Wednesday, February 29, 2012

The Oscars Re-visited

     I purposely waited until tonight to talk about the Oscars, as I wanted to see what everyone would be talking about after all the hubbub had died down.  And what were the main stories in the following days?  J Lo's supposed nipple slip and Angelina Jolie's right leg.  Really??!!  Never mind the fact that a silent movie won the best Oscar for the first time since 1929, let's talk about nipples and legs, for Pete's sake!  Sure they're cute, but come on, it isn't like we haven't seen one before.
     Over all, I enjoyed the show, even Billy Crystal, who is getting a little old to be the host of such a gala.  He had a few good jokes, but unless you were over 40 you probably didn't get them.  Acceptance speeches for the most part were tolerable and mostly non-political.  The best acceptance speech was from first time winner Octavia Spencer, who obviously was over come with emotion as she faced the crowd.  This is what I think the Oscars are about.  People who deserve the award actually appreciating it, and thanking those that got them to that point.
     Another high note for me was Christopher Plummer, who at 82, became the oldest recipient of Oscar.  "Where have you been all my life?" was a great line and the standing ovation was well deserved.  Every role I have seen Mr.
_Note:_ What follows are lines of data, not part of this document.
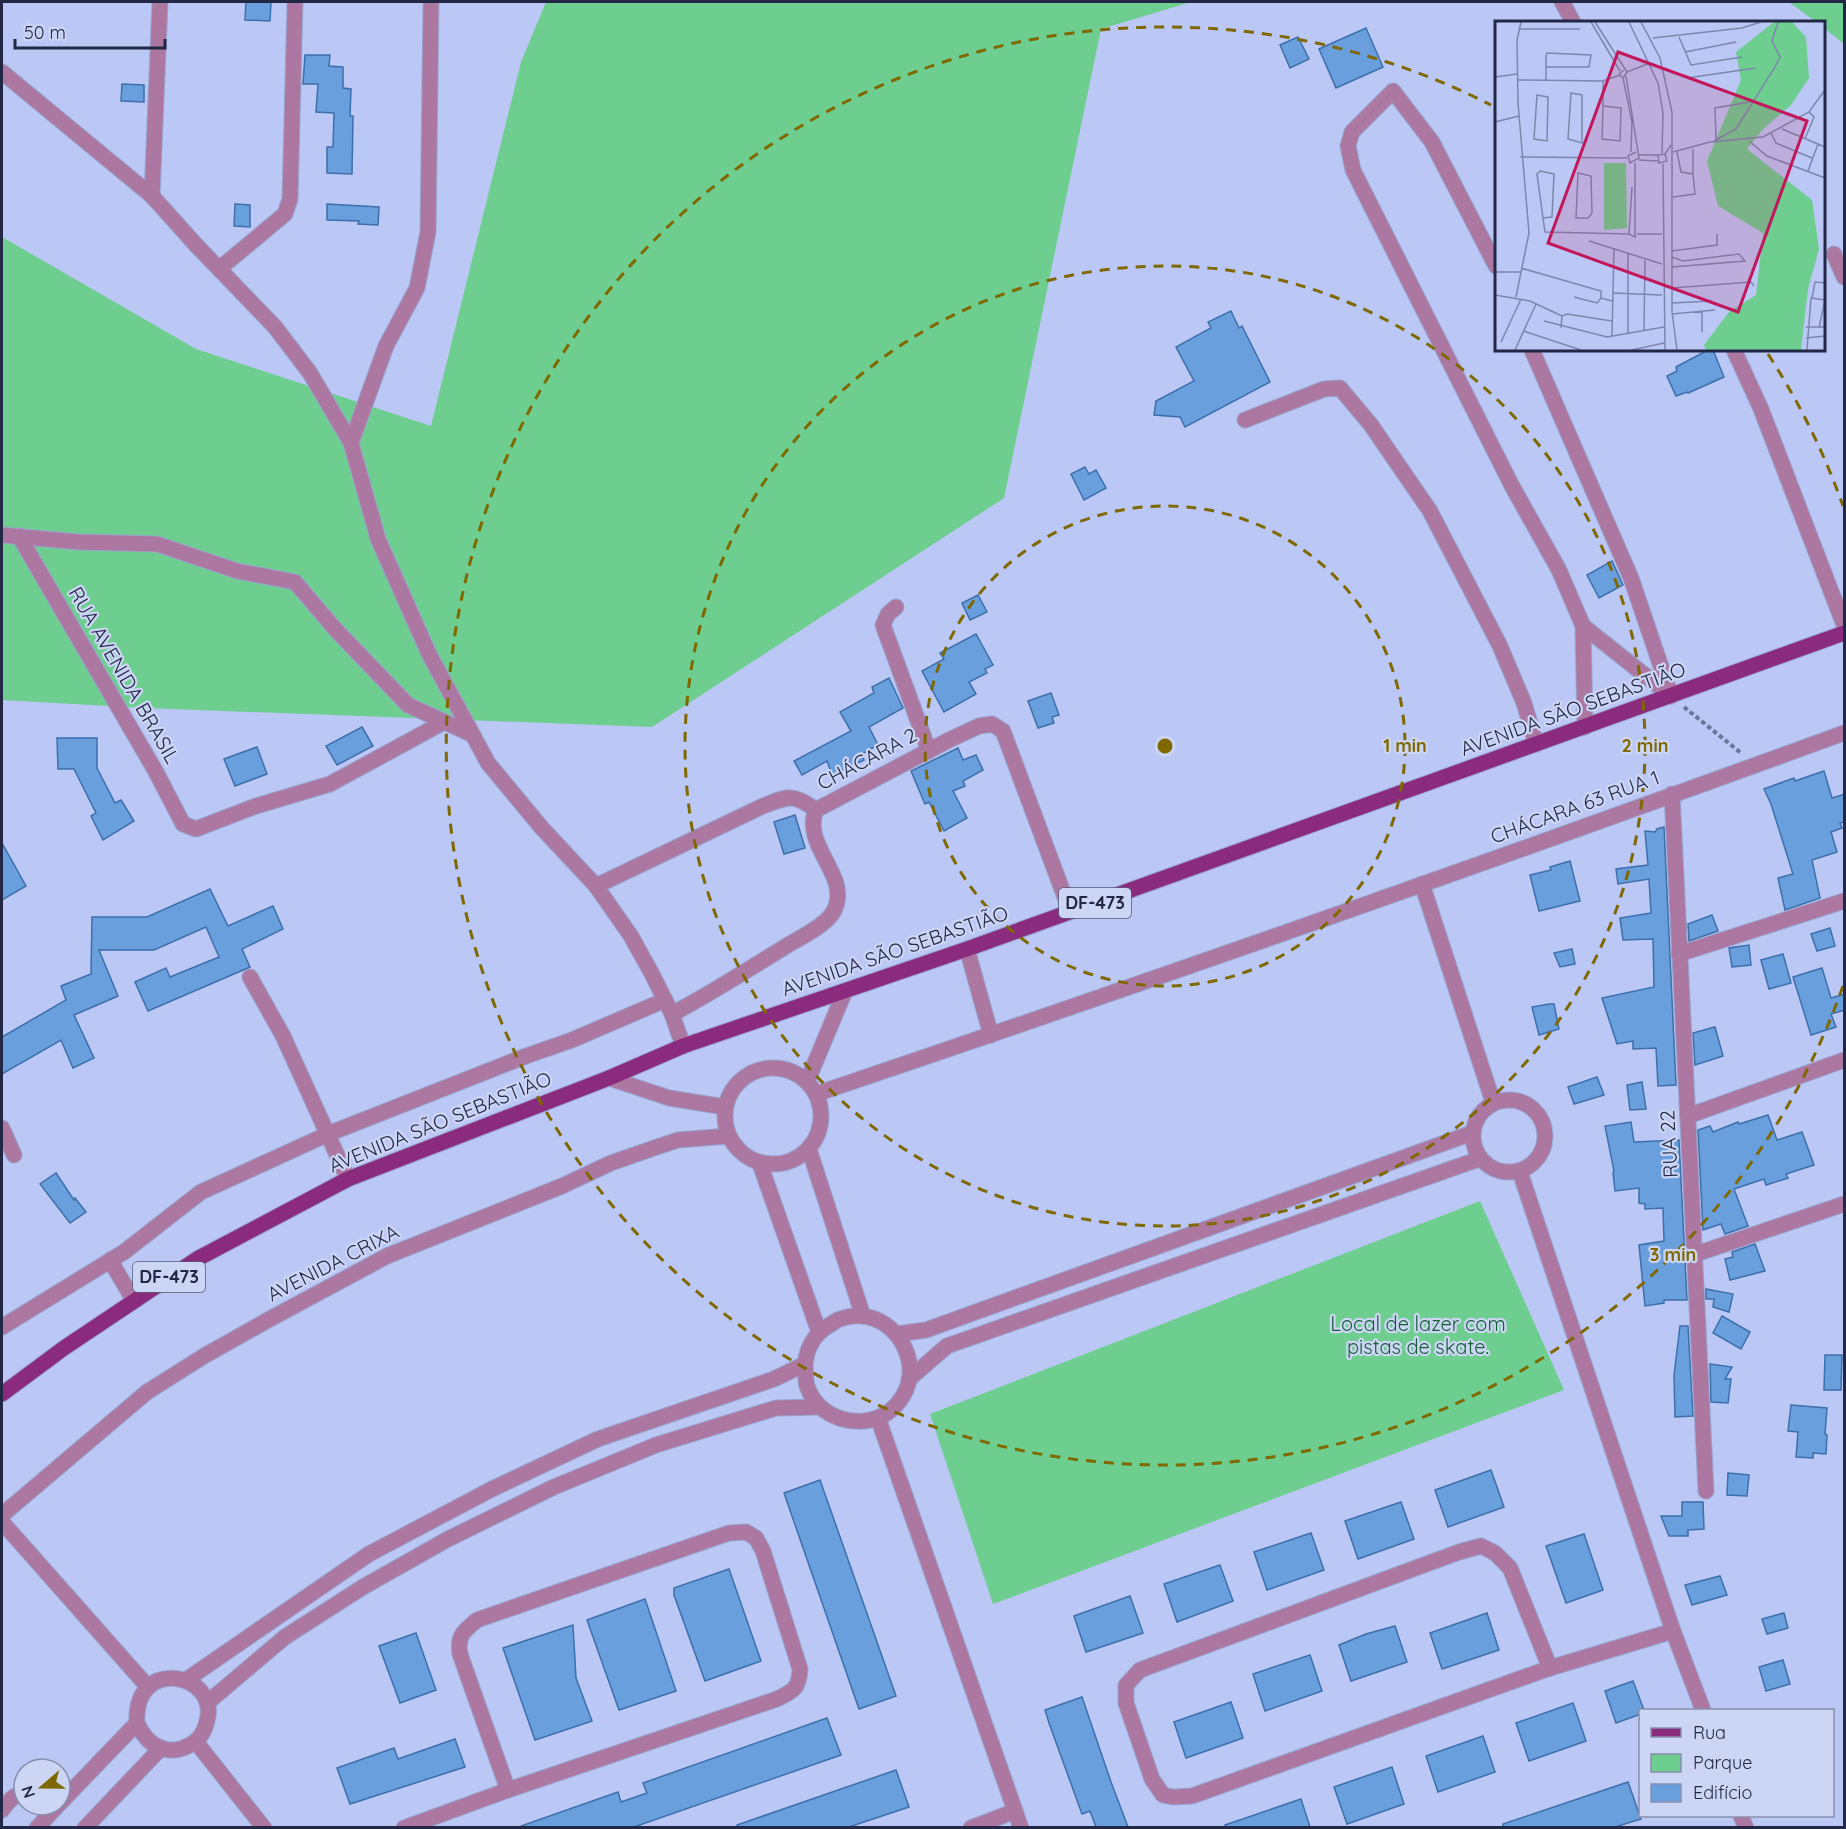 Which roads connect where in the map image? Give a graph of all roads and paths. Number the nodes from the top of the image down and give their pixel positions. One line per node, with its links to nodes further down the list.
1 (160, 2): 7 (street)
2 (295, 2): 10 (street)
3 (431, 2): 15 (street)
4 (1562, 2): 5 (street)
5 (1572, 21)
6 (2, 72): 7 (street)
7 (152, 196): 10 (street)
8 (1834, 254): 11 (street)
9 (1495, 262): 20 (street)
10 (219, 269): 15 (street)
11 (1845, 277)
12 (1532, 351): 22 (street)
13 (1734, 351): 19 (street)
14 (1245, 420): 27 (street)
15 (351, 443): 26 (street)
16 (2, 535): 17 (street)
17 (19, 536): 23 (street); 23 (street, RUA AVENIDA BRASIL)
18 (896, 607): 28 (street)
19 (1845, 625)
20 (1583, 626): 22 (street); 24 (street)
21 (1845, 633): 22 (main road, AVENIDA SÃO SEBASTIÃO / DF-473)
22 (1671, 696): 24 (main road, AVENIDA SÃO SEBASTIÃO / DF-473); 29 (path)
23 (444, 722): 26 (street)
24 (1585, 727): 27 (main road, AVENIDA SÃO SEBASTIÃO / DF-473)
25 (1845, 733): 29 (street, CHÁCARA 63 RUA 1)
26 (473, 735): 33 (street)
27 (1536, 744): 35 (main road, AVENIDA SÃO SEBASTIÃO / DF-473)
28 (929, 751): 31 (street, CHÁCARA 2); 35 (street, CHÁCARA 2)
29 (1755, 765): 30 (street, CHÁCARA 63 RUA 1)
30 (1672, 794): 32 (street, CHÁCARA 63 RUA 1); 37 (street, RUA 22)
31 (816, 810): 33 (street); 40 (street, CHÁCARA 2)
32 (1422, 884): 41 (street, CHÁCARA 63 RUA 1); 46 (street)
33 (596, 886): 40 (street)
34 (1845, 901): 37 (street)
35 (1070, 912): 36 (main road, AVENIDA SÃO SEBASTIÃO / DF-473)
36 (967, 949): 39 (main road, AVENIDA SÃO SEBASTIÃO / DF-473); 41 (street)
37 (1679, 954): 48 (street, RUA 22)
38 (250, 977): 51 (street)
39 (845, 991): 42 (main road, AVENIDA SÃO SEBASTIÃO / DF-473); 45 (street)
40 (668, 1007): 42 (street); 51 (street, CHÁCARA 2)
41 (991, 1035): 45 (street, CHÁCARA 63 RUA 1)
42 (683, 1046): 44 (main road, AVENIDA SÃO SEBASTIÃO / DF-473)
43 (1845, 1060): 48 (street)
44 (609, 1078): 47 (street); 58 (main road, AVENIDA SÃO SEBASTIÃO / DF-473)
45 (812, 1088): 47 (street); 53 (street)
46 (1493, 1102): 50 (street); 57 (street)
47 (725, 1107): 52 (street)
48 (1688, 1116): 60 (street, RUA 22)
49 (2, 1128): 54 (street)
50 (1472, 1133): 55 (street); 66 (street)
51 (328, 1134): 58 (street); 61 (street, CHÁCARA 2)
52 (728, 1136): 56 (street); 73 (street, AVENIDA CRIXA)
53 (808, 1149): 56 (street); 63 (street)
54 (8, 1153)
55 (1479, 1159): 57 (street); 68 (street)
56 (760, 1164): 65 (street)
57 (1520, 1172): 75 (street)
58 (348, 1179): 62 (main road, AVENIDA SÃO SEBASTIÃO / DF-473)
59 (1845, 1204): 60 (street)
60 (1696, 1254): 72 (street, RUA 22)
61 (110, 1260): 62 (street); 64 (street, CHÁCARA 2)
62 (134, 1300): 69 (main road, AVENIDA SÃO SEBASTIÃO / DF-473)
63 (863, 1316): 65 (street); 66 (street)
64 (2, 1327)
65 (819, 1332): 67 (street)
66 (897, 1334): 68 (street)
67 (805, 1364): 70 (street); 77 (street)
68 (909, 1379): 71 (street)
69 (4, 1388)
70 (820, 1407): 71 (street); 79 (street)
71 (878, 1418): 86 (street)
72 (1706, 1491)
73 (2, 1515)
74 (2, 1522): 78 (street)
75 (1673, 1631): 76 (street); 80 (street)
76 (1550, 1668): 76 (street)
77 (186, 1680): 78 (street); 79 (street)
78 (148, 1687): 81 (street)
79 (207, 1703): 82 (street)
80 (1702, 1709)
81 (137, 1723): 83 (street); 84 (street)
82 (195, 1742): 83 (street); 88 (street)
83 (161, 1748): 87 (street)
84 (72, 1789)
85 (508, 1790): 85 (street); 89 (street)
86 (1015, 1811): 90 (street); 91 (street)
87 (85, 1827)
88 (264, 1827)
89 (404, 1827)
90 (971, 1827)
91 (1021, 1827)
Plummer in has been a delight.  I especially like him in "Dolores Claiborne", one of the better Stephen King adaptations, where he played Detective John Mackey, who doggedly pursues a case that he had never solved.  He should have won an Oscar for that role.
     Then we have Meryl Streep.  17 nominations, and now, 3 wins.  I can't say anything bad about her (Ok, I can. It's called "Death Becomes Her".  Ghastly movie.)  She is the current queen of the movies, her career spanning some 37 years, if not more.  She always brings a touch of intelligence to her roles and justly deserves the accolades given to her by her peers.  (Except for "Death Becomes Her".  Ghastly movie.)
     Who would have thought that in this day and age a silent movie would win any Oscar.  Not only did "The Artist" win Best Picture, but Jean Dujardin won for Best Actor for his role in that movie.  I thought I was back in 1929 for a moment there.  Let's just hope that Hollywood doesn't start a race to see how many silent movies they can make and hope that they can copy "The Artist".  I haven't seen "The Artist" yet, but it seems to me that it would be more of a novelty in our time than as a serious resurgent of the once great silent films, which I still occasionally watch.
     Will I watch next year's Oscars?  Probably.  But I will be more prepared next year and watch some of the box office hits and those sneaky independent films that somehow find there way onto the Academy's Oscar night bill.  Until then, here's looking at you kid.
     And don't watch "Death Becomes Her".  Ghastly movie.  Have a better one.